Enhancing upconversion via constructing local energy clusters in lanthanide-doped fluoride nanoparticles

Abstract

Upconversion (UC) nanoparticles (NPs) have gained significant attention in many fields, such as super resolution nanoscopy and background-free bioimaging. UC efficiency is one of the most important parameters in these practical applications. However, enhancing the UC efficiency of core-only NPs synthesized in a single step, without the need for additional post-processing, has remained a great challenge. In this study, we propose an effective strategy for significantly enhancing the UC intensity by constructing local energy clusters within the lanthanide-doped fluoride NPs.

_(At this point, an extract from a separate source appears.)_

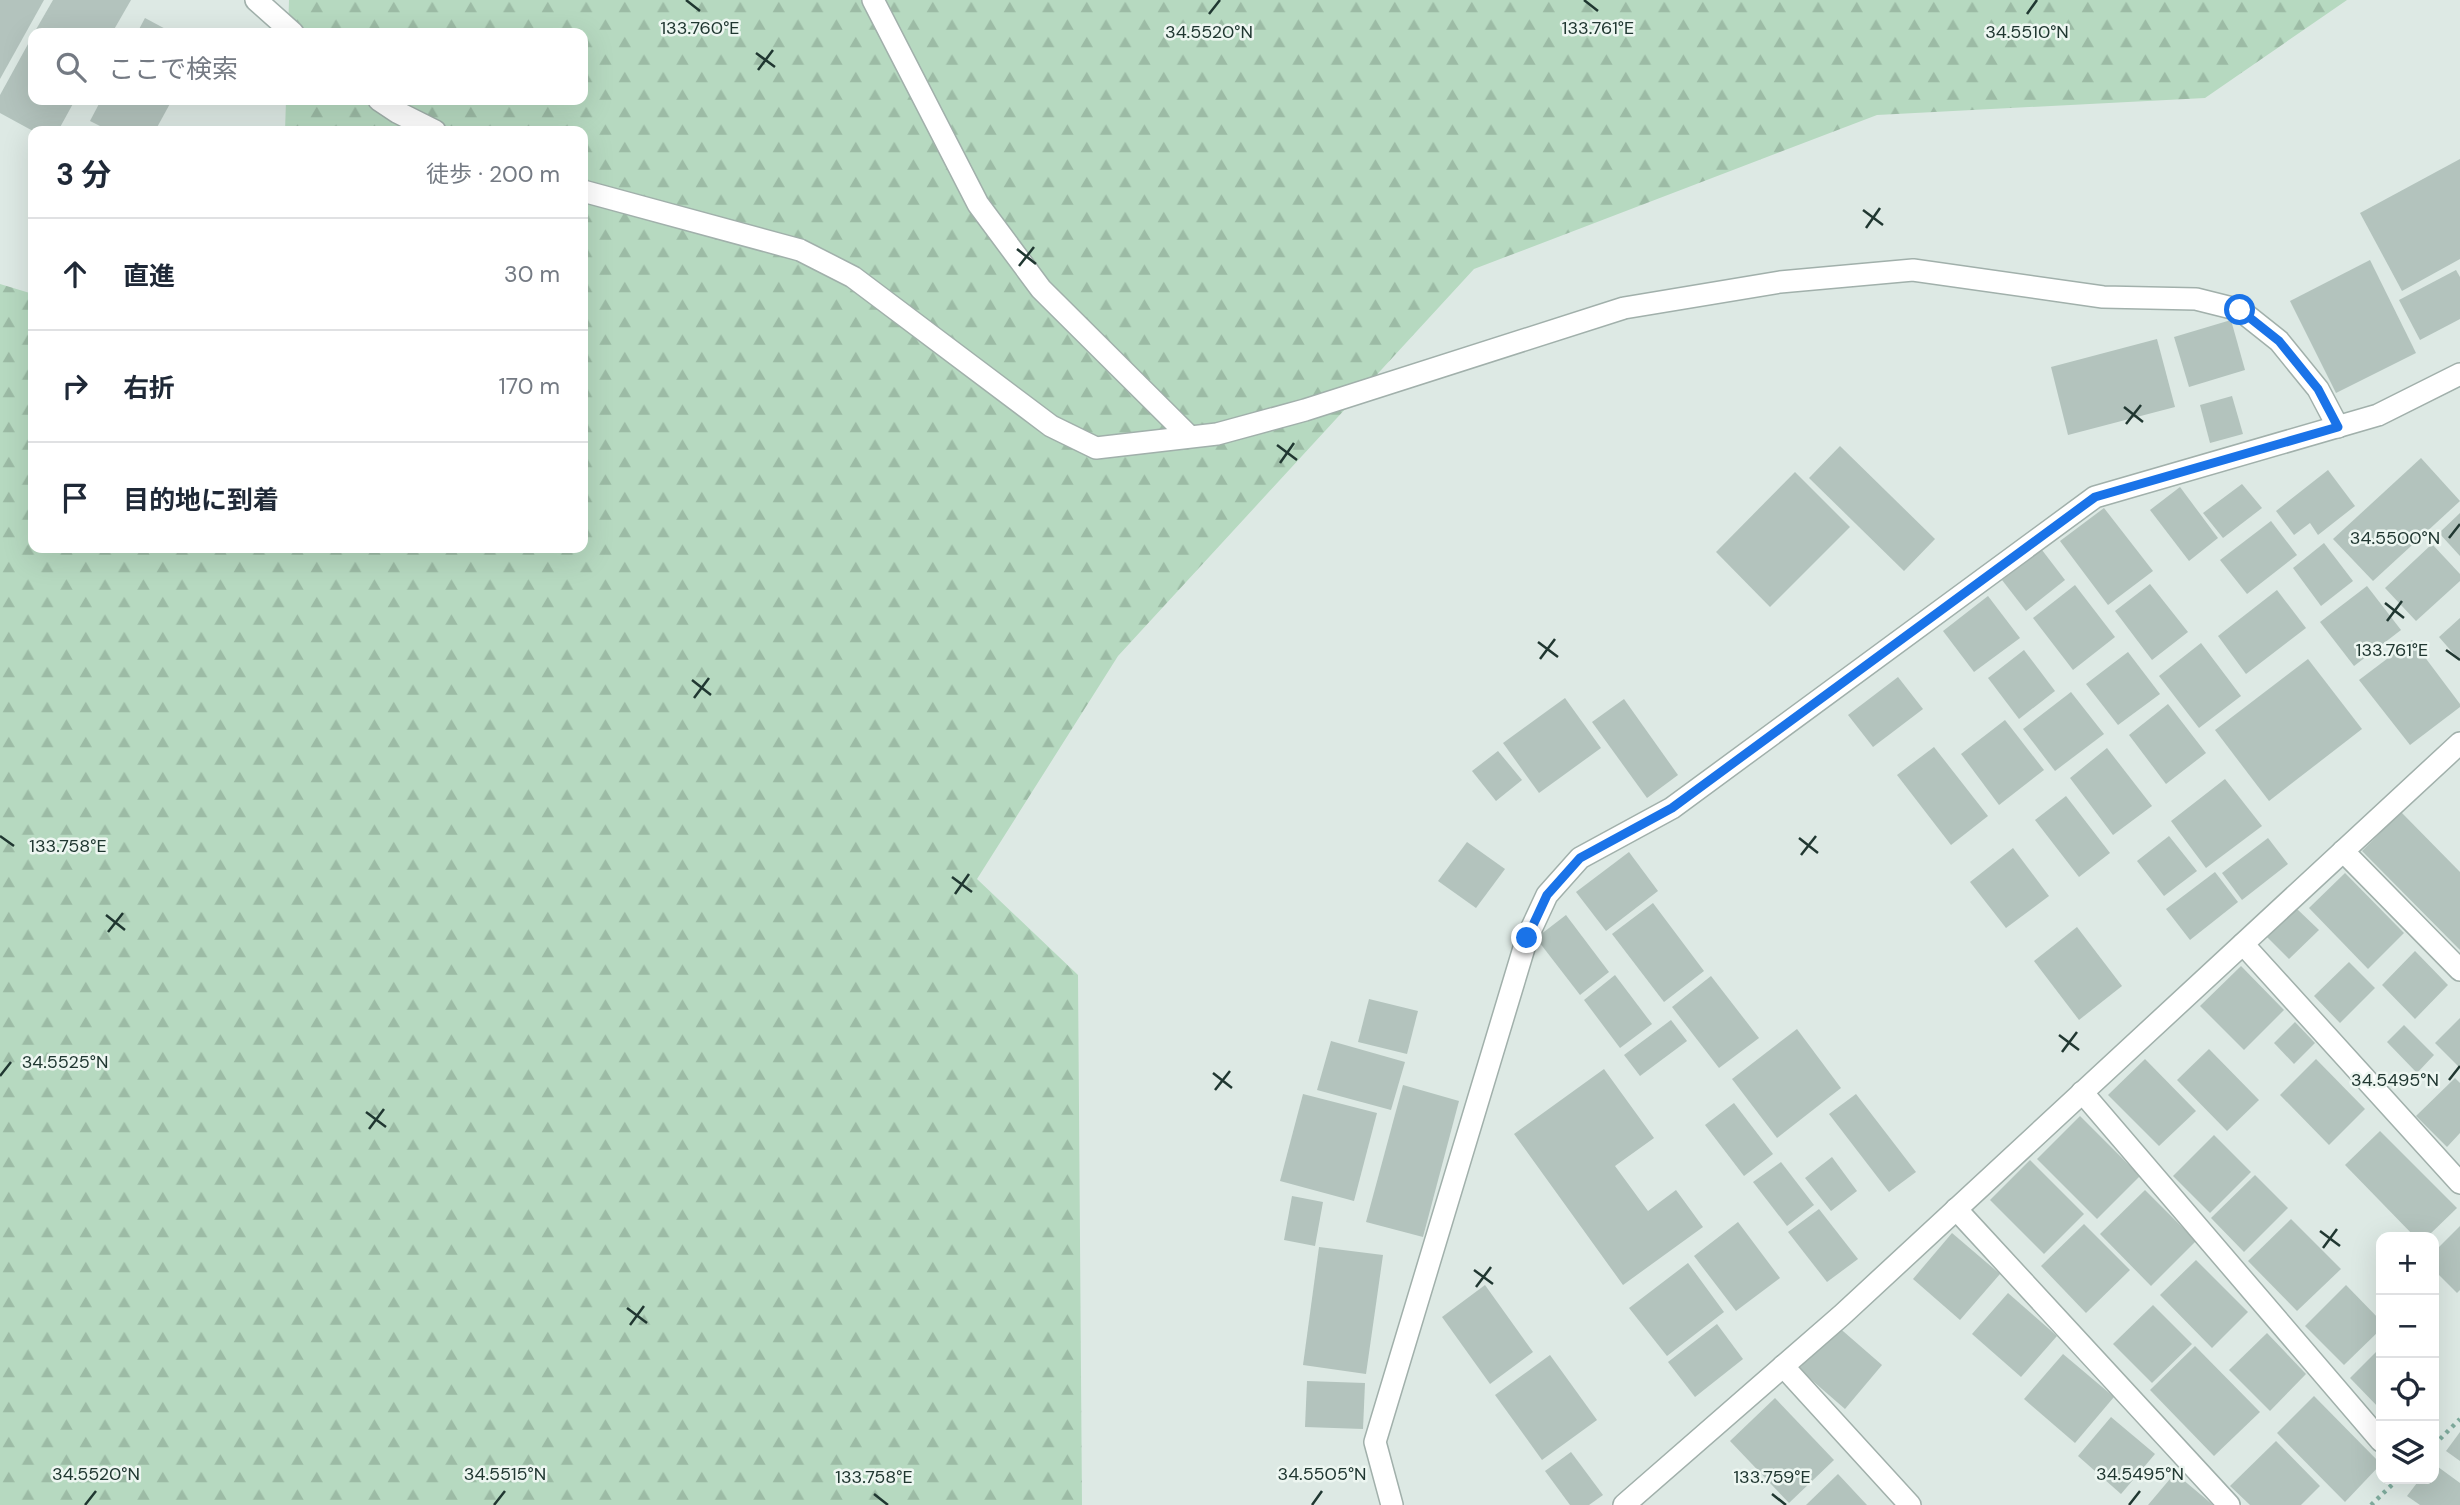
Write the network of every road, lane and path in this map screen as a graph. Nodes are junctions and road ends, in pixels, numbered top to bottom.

By introducing local energy clusters within the NaGdF₄ crystal lattice, the optimal Er³⁺, Ho³⁺ and Tm³⁺ doping concentrations were increased to 8 mol%, 8 mol%, and 2 mol%, respectively. The UC intensity of the 20Yb/8Er/20Ca:NaGdF₄ NPs is approximately 54.3 times higher than that of typical 20Yb/2Er:NaGdF₄ NPs, which is attributed to the increased energy transfer efficiency from Yb³⁺ to Er³⁺ and the reduced energy loss caused by surface vibrations. Moreover, with the formation of energy clusters within the crystal lattice, the temperature-dependent UC intensity behavior shifted from a negative thermal quenching effect to a positive thermal quenching effect, which results in enhanced temperature sensing performance. The violet UC from Tm³⁺ activators was significantly enhanced through the energy clusters, which facilitates the noticeable inter-particle energy migration UC of Tb³⁺ ions. Overall, our study presents a novel approach to significantly enhance the optimal doping concentrations of lanthanide activators and the UC intensities of NPs. These findings open up exciting opportunities for the development of high-performance UCNPs with improved applications in various fields.